Он возненавидел дом пуще прежнего, он возненавидел школу так, как никто и позволить себе не мог. Вся его жизнь свелась к алкоголю и ненависти. Он хлопал дверьми, пил, уходил из дома, дрался с кем-то. В школе случалось это еще чаще, он задавал неудобные вопросы, на которые ни один преподаватель не мог ответить.

Питер стал тем, кем стал. Политика доказать самого себя дома и в школе переросла в его личность. То была его реальность – убирай дерьмо или докажи, что ты это не должен делать. Никто не спрашивал, зачем ему это делать? А Питер спрашивал.

Стержень его крепчал, воля закалялась, а стихи были все печальнее. Ведь, по факту, теперь он остался один среди врагов, предателей, и прочих. Он старался вести себя хорошо, пока директор не стал издевательски скалиться.

А что, было ли что терять человеку, которого раздавили и заставили отказаться от своего выбора? Нет.

Я не идеализирую его, не оправдываю его. Нет, он такой же человек, как и тот, кто это прочтет. Он совершал ошибки, был мягким, грубил, извинялся, чувствовал себя совестно, но чаще всего он ощущал себя потерянным, забытым и не нужным больше никому. Есть ли смысл жить?

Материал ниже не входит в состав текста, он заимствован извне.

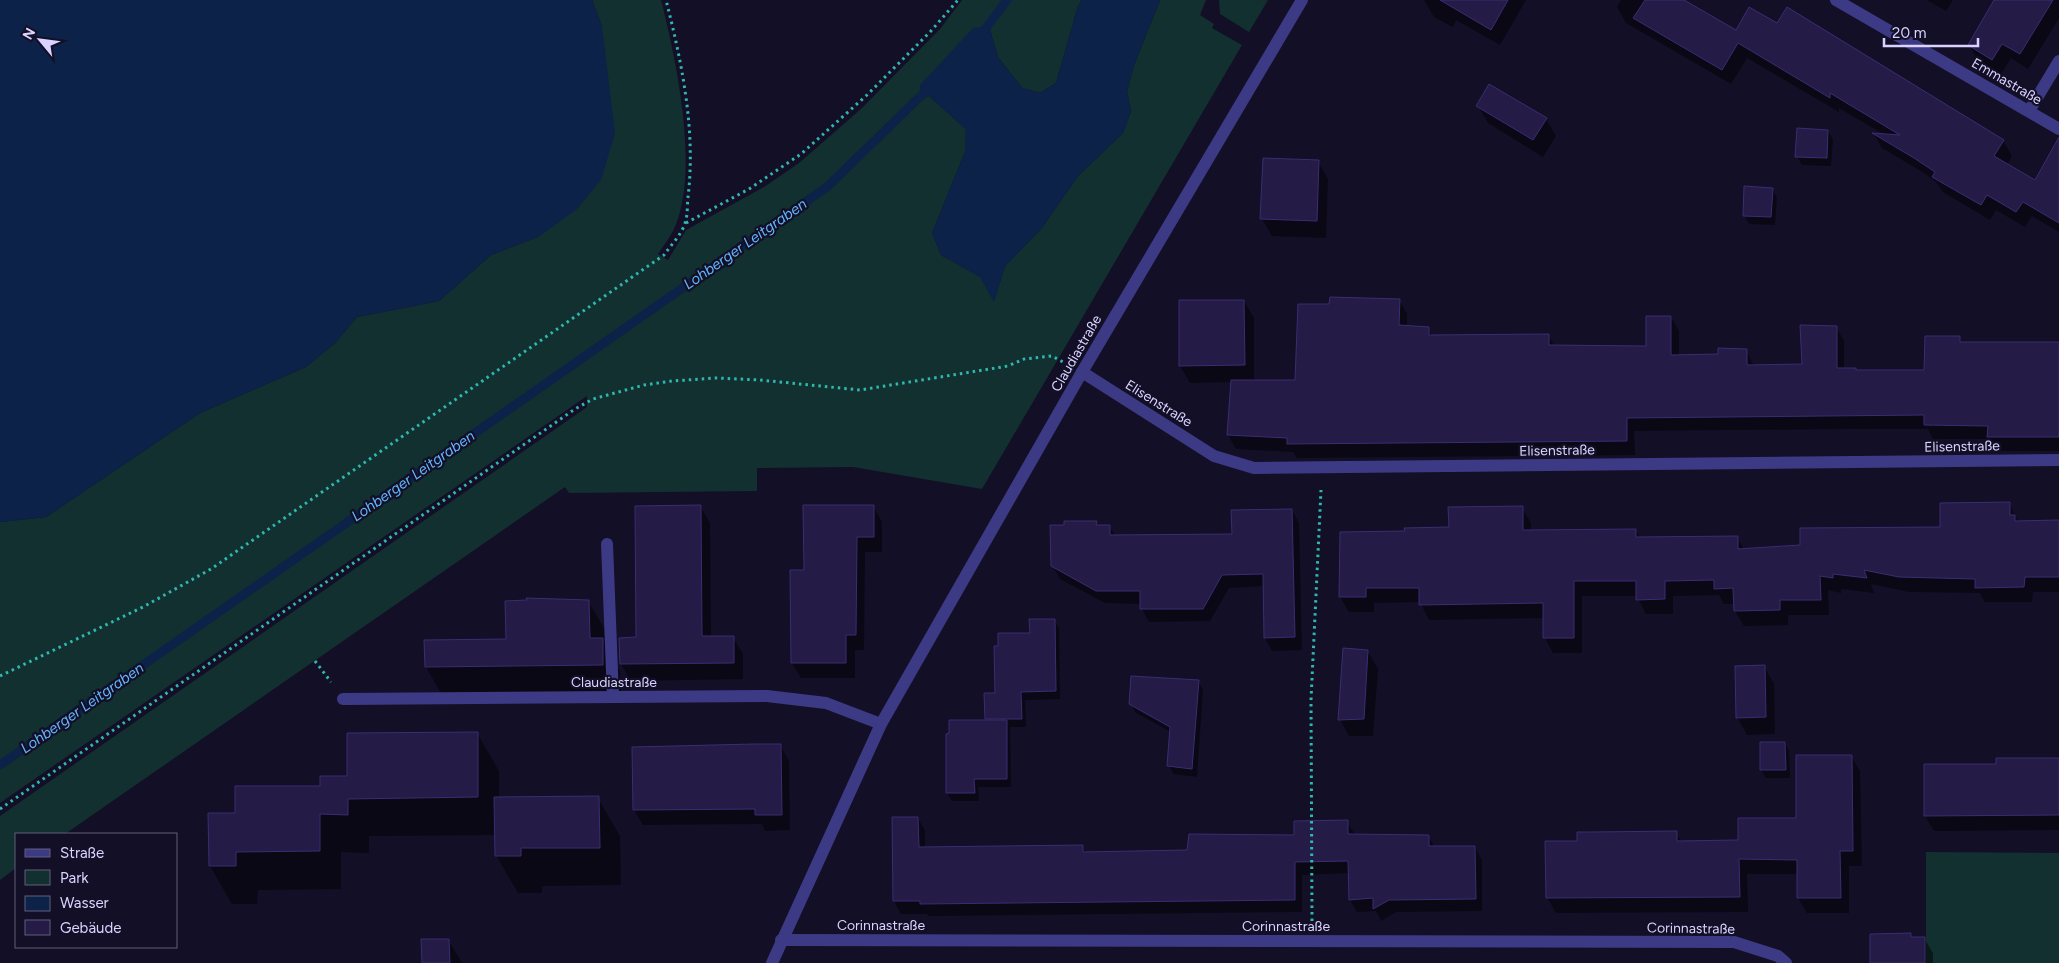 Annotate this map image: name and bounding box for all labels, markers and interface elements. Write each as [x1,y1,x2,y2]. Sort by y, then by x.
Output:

Когда-то давно он дал себе слово – жить. Но зачем жить тому, кто никому и даром не сдался, а все те немногие разы, когда он кому-то открывался – либо уходили, либо умирали?

Вот и я не знаю, не верю, не оправдываю и не принимаю всех его последующих решений, но… оказавшись здесь, в этом ужасном месте, кажется, на секунду я его поняла. Я поняла его на секунду, а он прожил так всю свою жизнь. Питер, если ты прочтешь это, то прости меня пожалуйста, неважно, сможешь или нет, захочешь или не захочешь, есть за что или не за что – я должна это сказать хоть кому-то.

Окон нет, дверь одна. День сейчас или ночь, я не знаю. Мне просто все еще холодно и одиноко. Как ты там, братишка?»

(с) Джессика Майерс
ГЛАВА II
ВОСХОЖДЕНИЕ ВНИЗ

Понедельник. Я ненавидел понедельник. Не буду описывать, в каком состоянии была моя квартира, ставшая оплотом похоти, разврата и алкоголя. Из 7 смертных грехов завсегдатаями были все сразу.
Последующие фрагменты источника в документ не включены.